Shatha Hanaysha refutó estas afirmaciones. “Los disparos no provenían del lado palestino”, dijo al Comité para la Protección de los Periodistas. “La calle en la que estábamos estaba llena de coches en movimiento. No había enfrentamientos, ni siquiera neumáticos ardiendo, y por esa razón habíamos seguido avanzando, para acercarnos a la acción y cubrir lo que estaba ocurriendo”. Incluso las fuerzas de ocupación israelíes admitieron que ningún soldado israelí resultó herido en la operación. Un examen del lugar donde Shireen fue abatida por parte del diario israelí Haaretz reveló la existencia de varios edificios entre dicha localización y el lugar donde se encontraban los palestinos con los que se habían enfrentado las fuerzas de ocupación israelíes.
Pero las afirmaciones de la complicidad palestina tenían un propósito táctico: distorsionar la cobertura mediática de los tiroteos. Y funcionó. Tanto la BBC como el New York Times describieron las circunstancias del asesinato de Shireen como poco claras. Hablaron de "enfrentamientos" entre "hombres armados" palestinos y las fuerzas de ocupación israelíes.

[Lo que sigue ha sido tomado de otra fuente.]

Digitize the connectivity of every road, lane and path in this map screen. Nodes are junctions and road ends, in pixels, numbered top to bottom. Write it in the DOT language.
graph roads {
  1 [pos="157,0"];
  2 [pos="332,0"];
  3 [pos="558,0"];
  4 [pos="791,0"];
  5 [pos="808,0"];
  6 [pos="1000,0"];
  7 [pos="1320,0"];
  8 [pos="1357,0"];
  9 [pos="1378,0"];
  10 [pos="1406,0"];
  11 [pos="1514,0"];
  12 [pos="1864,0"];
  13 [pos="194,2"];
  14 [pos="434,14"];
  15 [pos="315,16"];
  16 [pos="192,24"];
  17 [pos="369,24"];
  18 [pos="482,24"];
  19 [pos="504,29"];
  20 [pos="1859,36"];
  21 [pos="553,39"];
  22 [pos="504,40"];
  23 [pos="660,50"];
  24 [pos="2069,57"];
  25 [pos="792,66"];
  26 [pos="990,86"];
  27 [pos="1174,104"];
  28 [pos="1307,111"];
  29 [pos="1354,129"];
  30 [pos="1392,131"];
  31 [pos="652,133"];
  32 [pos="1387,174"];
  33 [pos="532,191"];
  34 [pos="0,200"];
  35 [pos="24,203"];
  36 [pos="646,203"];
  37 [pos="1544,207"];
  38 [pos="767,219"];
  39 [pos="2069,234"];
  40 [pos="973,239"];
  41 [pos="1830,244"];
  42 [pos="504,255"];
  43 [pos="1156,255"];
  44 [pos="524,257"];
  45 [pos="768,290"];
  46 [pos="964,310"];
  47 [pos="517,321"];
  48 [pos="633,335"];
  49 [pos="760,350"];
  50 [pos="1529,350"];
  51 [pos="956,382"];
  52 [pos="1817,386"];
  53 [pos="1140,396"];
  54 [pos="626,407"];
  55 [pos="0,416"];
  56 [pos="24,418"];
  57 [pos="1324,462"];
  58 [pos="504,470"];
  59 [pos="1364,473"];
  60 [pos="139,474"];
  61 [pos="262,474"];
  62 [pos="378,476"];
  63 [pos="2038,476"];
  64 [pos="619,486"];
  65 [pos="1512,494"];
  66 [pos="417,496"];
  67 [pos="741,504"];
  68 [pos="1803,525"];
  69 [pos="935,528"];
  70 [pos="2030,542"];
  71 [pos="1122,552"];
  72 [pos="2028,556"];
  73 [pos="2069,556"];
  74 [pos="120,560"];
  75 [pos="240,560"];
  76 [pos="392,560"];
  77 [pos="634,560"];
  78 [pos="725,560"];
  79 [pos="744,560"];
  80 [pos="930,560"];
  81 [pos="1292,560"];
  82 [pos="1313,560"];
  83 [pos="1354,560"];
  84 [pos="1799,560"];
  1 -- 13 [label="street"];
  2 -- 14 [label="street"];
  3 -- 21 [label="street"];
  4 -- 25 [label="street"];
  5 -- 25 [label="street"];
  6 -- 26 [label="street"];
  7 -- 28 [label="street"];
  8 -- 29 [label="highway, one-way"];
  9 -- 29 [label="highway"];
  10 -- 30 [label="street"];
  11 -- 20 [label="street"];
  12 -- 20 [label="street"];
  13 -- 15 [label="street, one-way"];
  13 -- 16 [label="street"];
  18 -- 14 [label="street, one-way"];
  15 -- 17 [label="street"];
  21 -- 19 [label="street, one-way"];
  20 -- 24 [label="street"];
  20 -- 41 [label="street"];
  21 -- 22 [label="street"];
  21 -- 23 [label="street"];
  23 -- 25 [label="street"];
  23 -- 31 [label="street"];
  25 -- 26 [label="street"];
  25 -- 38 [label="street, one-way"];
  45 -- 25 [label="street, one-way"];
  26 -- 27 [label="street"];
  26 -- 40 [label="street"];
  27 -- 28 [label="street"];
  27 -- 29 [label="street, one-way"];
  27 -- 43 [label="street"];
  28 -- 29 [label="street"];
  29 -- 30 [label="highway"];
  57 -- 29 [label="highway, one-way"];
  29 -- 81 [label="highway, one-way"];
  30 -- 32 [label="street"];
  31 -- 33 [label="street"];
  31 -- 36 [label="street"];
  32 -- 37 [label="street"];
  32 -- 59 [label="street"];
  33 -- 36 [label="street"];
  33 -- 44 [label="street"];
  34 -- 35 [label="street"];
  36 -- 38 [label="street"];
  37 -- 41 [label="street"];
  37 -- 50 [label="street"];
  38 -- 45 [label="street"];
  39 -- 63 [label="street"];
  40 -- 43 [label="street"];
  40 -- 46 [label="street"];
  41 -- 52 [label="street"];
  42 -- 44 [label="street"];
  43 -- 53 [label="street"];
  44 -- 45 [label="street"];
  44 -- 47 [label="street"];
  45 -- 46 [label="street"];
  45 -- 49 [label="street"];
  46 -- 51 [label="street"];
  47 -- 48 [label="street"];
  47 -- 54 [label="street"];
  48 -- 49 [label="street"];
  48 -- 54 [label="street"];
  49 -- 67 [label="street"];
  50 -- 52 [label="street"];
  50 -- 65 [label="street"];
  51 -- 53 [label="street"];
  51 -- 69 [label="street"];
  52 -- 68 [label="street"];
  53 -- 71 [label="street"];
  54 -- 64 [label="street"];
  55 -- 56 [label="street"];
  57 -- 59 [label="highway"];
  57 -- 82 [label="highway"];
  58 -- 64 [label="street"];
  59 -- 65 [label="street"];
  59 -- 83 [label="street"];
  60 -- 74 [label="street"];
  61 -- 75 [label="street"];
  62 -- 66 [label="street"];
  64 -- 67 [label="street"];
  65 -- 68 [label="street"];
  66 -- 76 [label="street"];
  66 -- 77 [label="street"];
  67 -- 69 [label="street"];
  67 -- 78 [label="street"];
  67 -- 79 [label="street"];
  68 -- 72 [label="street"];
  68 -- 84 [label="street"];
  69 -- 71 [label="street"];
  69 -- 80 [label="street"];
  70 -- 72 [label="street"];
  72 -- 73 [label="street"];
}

El Departamento de Estado de EE.UU. siguió su ejemplo. Con un discurso que hacía pensar en un recién graduado de la Escuela de Locución de Susan Collins (1), Anthony Blinken expresó su “preocupación” y pidió cautelosamente una “investigación” sobre las circunstancias del asesinato de Shireen. Era lo mínimo que podía decir. ¡Después de todo, Shireen era una ciudadana estadounidense y era cristiana! Fue asesinada por un ejército que recibe el 20 por ciento de su financiación de EE.UU. Aunque nada de eso debería importar y al final no lo hará. El gobierno y el ejército que han cometido tal atrocidad no sufrirán sus consecuencias. No existe ningún grupo de presión palestino. Nadie que haga responsable al gobierno de EE.UU. por su complicidad pasiva en crímenes contra sus propios ciudadanos. Cualquier político o periodista estadounidense sabe que incluso la crítica más sutil a Israel se considera ahora antisemitismo y pocos quieren arriesgarse a tener que limpiar esa mancha de sus currículos. Así que, una vez más, Blinken sigue el mismo modelo utilizado después de que Rachel Corrie fuera atropellada intencionadamente por una excavadora de las fuerzas de ocupación israelíes y después de que Omar Assad fuera amordazado, atado, maltratado y abandonado hasta su muerte por las fuerzas de ocupación israelíes hace sólo unas semanas: agitar un dedo tembloroso, guiñar un ojo y esperar a que todo se calme.
No obstante, en el momento del funeral de Shireen, la historia inicial de las fuerzas de ocupación israelíes se había desmoronado y hasta el ministro israelí de defensa, Benny Gantz, se vio forzado a admitir que era “más probable que un francotirador de las fuerzas de ocupación israelíes fuera el responsable de su muerte”.
Una de las razones para atacar un funeral es desviar la atención de un crimen más atroz que acabas de cometer. Otra razón es que sencillamente no puedas evitarlo. Para eso es para lo que te han programado. En otras palabras, el ataque al funeral de Shireen es parte del mismo crimen que su asesinato, como el asalto a Jenín y la propia ocupación israelí.
Para cualquier periodista no hay mayor honor que el hecho de que el Estado policial sobre el que ha escrito toda su vida –el mismo Estado que la asesinó mientras hacía su trabajo– acuda en masa a su funeral, golpee salvajemente a los asistentes e intente profanar su cadáver. El periodismo de Shireen ha sido plenamente revalidado.
(1) Nota del T.: Susan Collins es una senadora republicana de Estados Unidos que mantiene su escaño desde 1997.